Everywhere you look you can find a regular jambalaya recipe, but it’s a lot harder to satisfy our vegetarian southern food lovers! So I came up with a recipe that I think takes the cake. It’s packed full of veggies, spice, and other great rib stickin’ flavor. This jambalaya is even better the next day, and leftovers can be made into other awesome dishes!

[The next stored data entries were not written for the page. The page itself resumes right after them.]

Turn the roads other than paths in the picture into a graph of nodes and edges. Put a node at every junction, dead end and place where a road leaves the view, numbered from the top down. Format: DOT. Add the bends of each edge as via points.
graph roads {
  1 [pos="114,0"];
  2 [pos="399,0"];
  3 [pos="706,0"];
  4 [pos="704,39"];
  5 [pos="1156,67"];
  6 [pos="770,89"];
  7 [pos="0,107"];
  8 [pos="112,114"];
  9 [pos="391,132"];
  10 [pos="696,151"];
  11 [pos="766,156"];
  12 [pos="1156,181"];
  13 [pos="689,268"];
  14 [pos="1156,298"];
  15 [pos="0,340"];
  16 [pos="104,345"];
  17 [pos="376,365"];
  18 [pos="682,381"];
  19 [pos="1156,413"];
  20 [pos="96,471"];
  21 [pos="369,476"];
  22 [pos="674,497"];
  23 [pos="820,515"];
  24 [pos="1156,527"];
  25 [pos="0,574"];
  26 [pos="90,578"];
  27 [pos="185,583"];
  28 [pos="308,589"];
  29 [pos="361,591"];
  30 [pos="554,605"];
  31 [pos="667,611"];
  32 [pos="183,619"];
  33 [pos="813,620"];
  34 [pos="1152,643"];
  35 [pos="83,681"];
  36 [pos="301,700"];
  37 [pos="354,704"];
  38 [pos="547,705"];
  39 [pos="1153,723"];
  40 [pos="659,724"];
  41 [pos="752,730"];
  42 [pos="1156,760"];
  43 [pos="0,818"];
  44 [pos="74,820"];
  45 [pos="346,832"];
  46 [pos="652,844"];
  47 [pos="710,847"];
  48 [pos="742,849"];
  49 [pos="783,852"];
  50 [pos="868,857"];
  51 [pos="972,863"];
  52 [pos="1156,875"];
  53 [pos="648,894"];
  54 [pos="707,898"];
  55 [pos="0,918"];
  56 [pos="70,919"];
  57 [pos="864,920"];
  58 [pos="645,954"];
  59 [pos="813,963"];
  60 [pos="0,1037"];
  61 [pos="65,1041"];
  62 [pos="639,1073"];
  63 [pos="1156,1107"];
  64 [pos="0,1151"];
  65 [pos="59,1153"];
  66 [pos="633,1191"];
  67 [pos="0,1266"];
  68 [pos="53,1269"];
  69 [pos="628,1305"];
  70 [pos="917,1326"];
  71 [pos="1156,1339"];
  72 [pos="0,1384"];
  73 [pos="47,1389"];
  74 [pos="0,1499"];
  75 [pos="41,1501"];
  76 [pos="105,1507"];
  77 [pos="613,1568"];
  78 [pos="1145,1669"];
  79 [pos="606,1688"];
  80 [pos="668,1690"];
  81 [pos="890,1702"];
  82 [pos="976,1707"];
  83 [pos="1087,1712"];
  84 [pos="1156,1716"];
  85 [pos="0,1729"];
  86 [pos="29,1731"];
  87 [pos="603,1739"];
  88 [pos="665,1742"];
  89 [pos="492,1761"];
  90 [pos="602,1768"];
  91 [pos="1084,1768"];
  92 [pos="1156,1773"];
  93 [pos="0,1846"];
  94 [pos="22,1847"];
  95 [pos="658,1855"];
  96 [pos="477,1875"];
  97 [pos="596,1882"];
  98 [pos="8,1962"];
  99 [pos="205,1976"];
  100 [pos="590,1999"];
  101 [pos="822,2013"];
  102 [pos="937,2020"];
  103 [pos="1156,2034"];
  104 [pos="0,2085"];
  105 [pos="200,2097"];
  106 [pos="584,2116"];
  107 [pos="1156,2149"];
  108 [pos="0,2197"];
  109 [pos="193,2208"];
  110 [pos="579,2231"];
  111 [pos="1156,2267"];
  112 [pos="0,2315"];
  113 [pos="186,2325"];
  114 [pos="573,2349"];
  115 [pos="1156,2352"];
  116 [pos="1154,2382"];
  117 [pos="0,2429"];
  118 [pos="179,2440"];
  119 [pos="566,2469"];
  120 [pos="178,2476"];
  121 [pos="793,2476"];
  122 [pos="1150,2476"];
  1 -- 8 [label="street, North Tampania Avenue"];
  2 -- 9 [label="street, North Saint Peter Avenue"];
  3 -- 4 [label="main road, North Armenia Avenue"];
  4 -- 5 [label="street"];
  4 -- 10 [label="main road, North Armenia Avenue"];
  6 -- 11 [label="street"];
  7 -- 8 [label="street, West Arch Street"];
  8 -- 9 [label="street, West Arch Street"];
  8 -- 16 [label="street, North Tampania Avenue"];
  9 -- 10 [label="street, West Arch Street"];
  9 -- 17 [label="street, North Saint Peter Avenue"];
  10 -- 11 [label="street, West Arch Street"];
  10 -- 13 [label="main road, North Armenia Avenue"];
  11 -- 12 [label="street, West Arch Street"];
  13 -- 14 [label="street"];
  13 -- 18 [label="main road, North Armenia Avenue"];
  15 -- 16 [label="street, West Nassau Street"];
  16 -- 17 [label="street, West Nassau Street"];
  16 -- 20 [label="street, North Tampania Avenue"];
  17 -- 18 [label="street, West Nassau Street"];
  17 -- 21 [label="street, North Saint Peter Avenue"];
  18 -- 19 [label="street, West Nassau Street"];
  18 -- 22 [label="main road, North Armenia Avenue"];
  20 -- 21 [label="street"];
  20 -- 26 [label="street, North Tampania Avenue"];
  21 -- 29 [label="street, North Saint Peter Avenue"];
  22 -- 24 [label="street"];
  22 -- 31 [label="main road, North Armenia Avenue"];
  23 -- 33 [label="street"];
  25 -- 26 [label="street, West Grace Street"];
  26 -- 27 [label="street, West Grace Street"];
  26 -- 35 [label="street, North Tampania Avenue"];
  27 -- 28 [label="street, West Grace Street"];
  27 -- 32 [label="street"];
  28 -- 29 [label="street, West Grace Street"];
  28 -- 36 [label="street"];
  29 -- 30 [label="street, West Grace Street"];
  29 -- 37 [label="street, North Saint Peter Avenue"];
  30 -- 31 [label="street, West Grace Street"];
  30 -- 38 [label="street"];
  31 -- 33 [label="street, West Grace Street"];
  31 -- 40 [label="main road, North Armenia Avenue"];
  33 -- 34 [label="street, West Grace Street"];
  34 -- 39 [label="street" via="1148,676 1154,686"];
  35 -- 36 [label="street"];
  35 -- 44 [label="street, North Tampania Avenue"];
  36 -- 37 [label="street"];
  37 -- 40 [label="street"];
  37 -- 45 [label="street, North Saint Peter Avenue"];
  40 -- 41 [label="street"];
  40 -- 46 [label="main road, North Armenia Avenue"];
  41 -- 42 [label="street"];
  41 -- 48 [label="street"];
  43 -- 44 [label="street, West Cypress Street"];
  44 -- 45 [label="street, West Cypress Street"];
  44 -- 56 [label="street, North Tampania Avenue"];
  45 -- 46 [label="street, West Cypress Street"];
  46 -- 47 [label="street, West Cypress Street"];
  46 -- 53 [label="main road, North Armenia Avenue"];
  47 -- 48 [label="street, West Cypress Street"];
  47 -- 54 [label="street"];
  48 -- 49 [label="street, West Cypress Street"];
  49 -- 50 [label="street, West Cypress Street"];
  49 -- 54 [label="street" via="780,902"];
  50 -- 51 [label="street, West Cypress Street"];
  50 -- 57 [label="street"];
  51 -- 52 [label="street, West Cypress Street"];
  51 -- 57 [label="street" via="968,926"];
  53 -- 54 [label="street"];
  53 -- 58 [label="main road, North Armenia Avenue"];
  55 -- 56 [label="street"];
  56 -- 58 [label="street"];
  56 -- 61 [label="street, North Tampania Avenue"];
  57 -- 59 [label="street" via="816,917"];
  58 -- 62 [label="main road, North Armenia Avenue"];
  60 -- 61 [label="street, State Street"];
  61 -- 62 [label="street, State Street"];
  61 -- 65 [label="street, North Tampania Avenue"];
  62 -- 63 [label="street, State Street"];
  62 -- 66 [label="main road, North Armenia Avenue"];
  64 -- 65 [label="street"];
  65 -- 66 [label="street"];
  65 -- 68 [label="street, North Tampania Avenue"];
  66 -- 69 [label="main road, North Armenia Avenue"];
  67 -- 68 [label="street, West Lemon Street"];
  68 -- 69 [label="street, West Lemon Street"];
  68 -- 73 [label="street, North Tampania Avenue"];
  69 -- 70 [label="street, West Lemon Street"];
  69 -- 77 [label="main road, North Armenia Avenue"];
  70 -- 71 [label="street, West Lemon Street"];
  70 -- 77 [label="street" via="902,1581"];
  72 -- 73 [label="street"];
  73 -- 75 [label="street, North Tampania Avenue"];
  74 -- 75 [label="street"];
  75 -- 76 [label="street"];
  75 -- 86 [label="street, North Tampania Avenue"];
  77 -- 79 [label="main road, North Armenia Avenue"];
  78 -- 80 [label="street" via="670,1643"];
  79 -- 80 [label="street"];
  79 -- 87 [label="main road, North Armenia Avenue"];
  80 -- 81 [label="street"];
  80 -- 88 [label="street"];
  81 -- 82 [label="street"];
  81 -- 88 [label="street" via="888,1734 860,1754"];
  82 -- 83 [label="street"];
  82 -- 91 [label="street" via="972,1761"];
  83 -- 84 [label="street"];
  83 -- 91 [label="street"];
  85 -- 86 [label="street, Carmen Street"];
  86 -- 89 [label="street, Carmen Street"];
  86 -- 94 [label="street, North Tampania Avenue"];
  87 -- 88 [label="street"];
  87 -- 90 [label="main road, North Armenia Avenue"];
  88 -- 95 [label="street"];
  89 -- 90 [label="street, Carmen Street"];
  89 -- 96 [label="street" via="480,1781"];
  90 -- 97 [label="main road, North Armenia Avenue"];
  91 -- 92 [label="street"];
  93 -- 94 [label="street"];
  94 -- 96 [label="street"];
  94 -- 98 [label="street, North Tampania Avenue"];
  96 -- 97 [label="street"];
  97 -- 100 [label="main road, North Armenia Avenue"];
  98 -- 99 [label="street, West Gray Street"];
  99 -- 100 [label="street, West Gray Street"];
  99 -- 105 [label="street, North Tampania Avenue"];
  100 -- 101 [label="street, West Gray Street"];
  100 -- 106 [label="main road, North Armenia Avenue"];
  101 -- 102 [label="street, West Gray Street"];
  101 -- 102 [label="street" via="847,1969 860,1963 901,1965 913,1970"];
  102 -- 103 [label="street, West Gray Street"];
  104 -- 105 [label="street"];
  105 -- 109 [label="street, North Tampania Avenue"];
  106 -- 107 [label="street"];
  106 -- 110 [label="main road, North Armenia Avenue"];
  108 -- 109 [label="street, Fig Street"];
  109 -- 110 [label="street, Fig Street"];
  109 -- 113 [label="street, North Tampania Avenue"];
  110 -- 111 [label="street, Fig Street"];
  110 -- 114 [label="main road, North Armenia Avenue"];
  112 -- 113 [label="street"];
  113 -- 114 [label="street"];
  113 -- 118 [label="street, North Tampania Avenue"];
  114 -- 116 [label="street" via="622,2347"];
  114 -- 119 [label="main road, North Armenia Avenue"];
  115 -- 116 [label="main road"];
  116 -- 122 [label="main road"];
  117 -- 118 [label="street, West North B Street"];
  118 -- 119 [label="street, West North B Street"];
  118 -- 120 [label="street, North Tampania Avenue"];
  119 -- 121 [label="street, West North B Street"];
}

1 ½ tablespoon extra virgin olive oil
1 tablespoon garlic (minced)
1 cup green bell pepper (chopped)
1 cup celery (diced)
1 cup onion (diced)
¾ cup red bell pepper (diced)
2 cup crimini mushrooms (sliced)
1 can petit diced tomatoes
2 cups long grain white rice
2 ½ cup vegetable stock
3 tablespoon tomato paste
2 tablespoon southern spice blend
2-3 teaspoon low sodium soy sauce
¼ – ½ teaspoon cumin
1 tablespoon butter (optional)
Hot sauce (to taste)
Salt and pepper to taste
In a large sauce pan over medium-low heat, add the oil. In the pan, sauté the green pepper, celery, onion, and garlic with a pinch of salt for 7-8 minutes, or until the veggies tender and fragrant. Add in the red pepper and mushrooms; raise the heat to medium, and sauté for 5 minutes. The mushrooms will start to brown.
Pour in the rice and stir to combine. Cook for 2-3 minutes, or until some of the veggie moisture has been absorbed into the rice. Pour in the veggie stock, tomato paste, butter, and seasonings (the season blend and cumin). Stir to combine everything and then cover the saucepan. Allow it to cook for 20-25 minutes, or until the rice is fully cooked.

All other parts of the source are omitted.